What needs to be done. Count the lines that contain the string "South" in the records beneath, and respond with the number only.

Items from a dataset
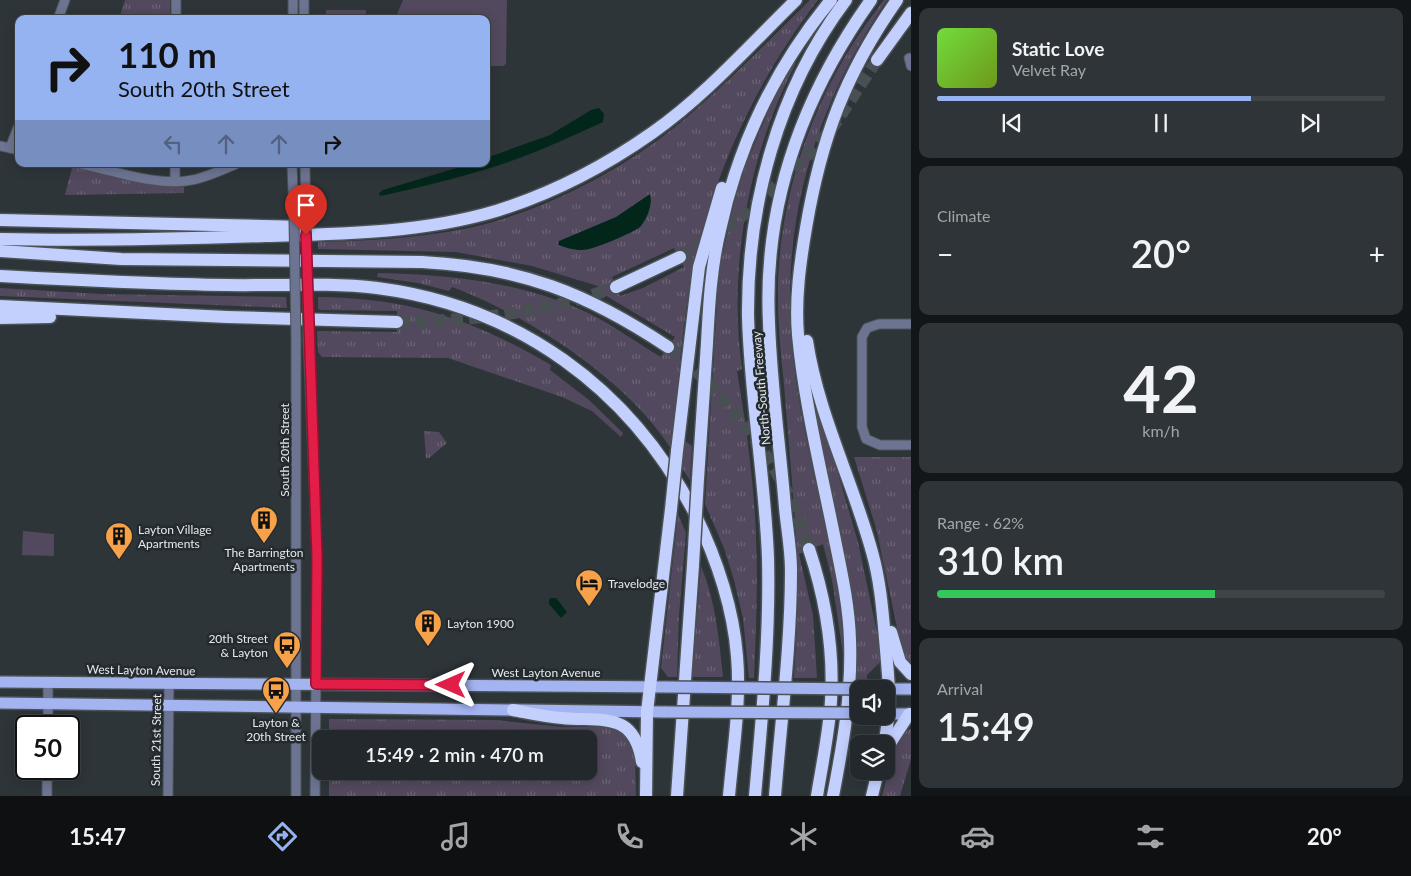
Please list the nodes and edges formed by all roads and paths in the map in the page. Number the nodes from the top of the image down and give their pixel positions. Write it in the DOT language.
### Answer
graph roads {
  1 [pos="65,0"];
  2 [pos="176,0"];
  3 [pos="293,0"];
  4 [pos="304,0"];
  5 [pos="796,0"];
  6 [pos="830,0"];
  7 [pos="846,0"];
  8 [pos="871,0"];
  9 [pos="897,0"];
  10 [pos="911,13"];
  11 [pos="59,15"];
  12 [pos="176,15"];
  13 [pos="293,15"];
  14 [pos="304,15"];
  15 [pos="877,60"];
  16 [pos="0,146"];
  17 [pos="14,149"];
  18 [pos="738,164"];
  19 [pos="96,167"];
  20 [pos="175,167"];
  21 [pos="228,167"];
  22 [pos="292,167"];
  23 [pos="305,167"];
  24 [pos="175,181"];
  25 [pos="0,220"];
  26 [pos="349,232"];
  27 [pos="0,238"];
  28 [pos="804,239"];
  29 [pos="0,251"];
  30 [pos="680,257"];
  31 [pos="0,276"];
  32 [pos="616,287"];
  33 [pos="0,306"];
  34 [pos="100,312"];
  35 [pos="0,318"];
  36 [pos="397,322"];
  37 [pos="911,324"];
  38 [pos="668,347"];
  39 [pos="296,402"];
  40 [pos="310,402"];
  41 [pos="911,445"];
  42 [pos="809,550"];
  43 [pos="882,605"];
  44 [pos="911,674"];
  45 [pos="890,680"];
  46 [pos="0,682"];
  47 [pos="48,683"];
  48 [pos="169,684"];
  49 [pos="296,684"];
  50 [pos="316,684"];
  51 [pos="650,687"];
  52 [pos="895,688"];
  53 [pos="911,688"];
  54 [pos="850,689"];
  55 [pos="0,703"];
  56 [pos="48,704"];
  57 [pos="169,705"];
  58 [pos="296,707"];
  59 [pos="316,707"];
  60 [pos="512,710"];
  61 [pos="647,712"];
  62 [pos="850,713"];
  63 [pos="895,714"];
  64 [pos="910,714"];
  65 [pos="48,715"];
  66 [pos="894,735"];
  67 [pos="47,780"];
  68 [pos="876,780"];
  69 [pos="645,791"];
  70 [pos="47,796"];
  71 [pos="168,796"];
  72 [pos="296,796"];
  73 [pos="316,796"];
  74 [pos="678,796"];
  75 [pos="729,796"];
  76 [pos="755,796"];
  77 [pos="774,796"];
  78 [pos="817,796"];
  79 [pos="833,796"];
  80 [pos="872,796"];
  1 -- 11 [label="street"];
  2 -- 12 [label="street"];
  3 -- 13 [label="street"];
  4 -- 14 [label="street"];
  5 -- 26 [label="highway"];
  6 -- 18 [label="highway"];
  7 -- 76 [label="highway, North-South Freeway"];
  8 -- 77 [label="highway, North-South Freeway"];
  9 -- 28 [label="highway"];
  10 -- 15 [label="highway"];
  16 -- 17 [label="street"];
  18 -- 51 [label="highway, bridge"];
  18 -- 74 [label="highway, bridge"];
  19 -- 24 [label="street"];
  20 -- 24 [label="street"];
  21 -- 24 [label="street"];
  22 -- 39 [label="street, South 20th Street, bridge"];
  23 -- 40 [label="street, bridge"];
  25 -- 26 [label="highway"];
  26 -- 27 [label="highway"];
  28 -- 43 [label="highway"];
  28 -- 79 [label="highway"];
  29 -- 38 [label="highway"];
  30 -- 32 [label="highway"];
  31 -- 75 [label="highway"];
  33 -- 34 [label="highway"];
  34 -- 35 [label="highway"];
  34 -- 36 [label="highway"];
  37 -- 41 [label="street"];
  39 -- 40 [label="street"];
  39 -- 49 [label="street, South 20th Street"];
  40 -- 50 [label="street"];
  42 -- 78 [label="highway"];
  43 -- 44 [label="highway"];
  43 -- 45 [label="highway"];
  46 -- 47 [label="main road, West Layton Avenue"];
  47 -- 48 [label="main road, West Layton Avenue"];
  47 -- 56 [label="street"];
  48 -- 49 [label="main road, West Layton Avenue"];
  48 -- 57 [label="street, South 21st Street"];
  49 -- 50 [label="main road, West Layton Avenue"];
  49 -- 58 [label="street, South 20th Street"];
  50 -- 51 [label="main road, West Layton Avenue"];
  50 -- 59 [label="street"];
  51 -- 54 [label="main road, West Layton Avenue, bridge"];
  51 -- 61 [label="highway"];
  52 -- 53 [label="main road, West Layton Avenue"];
  55 -- 56 [label="main road"];
  56 -- 57 [label="main road"];
  56 -- 65 [label="street"];
  57 -- 58 [label="main road"];
  57 -- 71 [label="street, South 21st Street"];
  58 -- 59 [label="main road"];
  58 -- 72 [label="street, South 20th Street"];
  59 -- 60 [label="main road"];
  59 -- 73 [label="street"];
  60 -- 61 [label="main road"];
  60 -- 69 [label="highway"];
  61 -- 62 [label="main road, bridge"];
  61 -- 69 [label="highway"];
  63 -- 64 [label="main road"];
  64 -- 66 [label="highway"];
  67 -- 70 [label="street"];
  68 -- 80 [label="highway"];
}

Response for this exercise. 8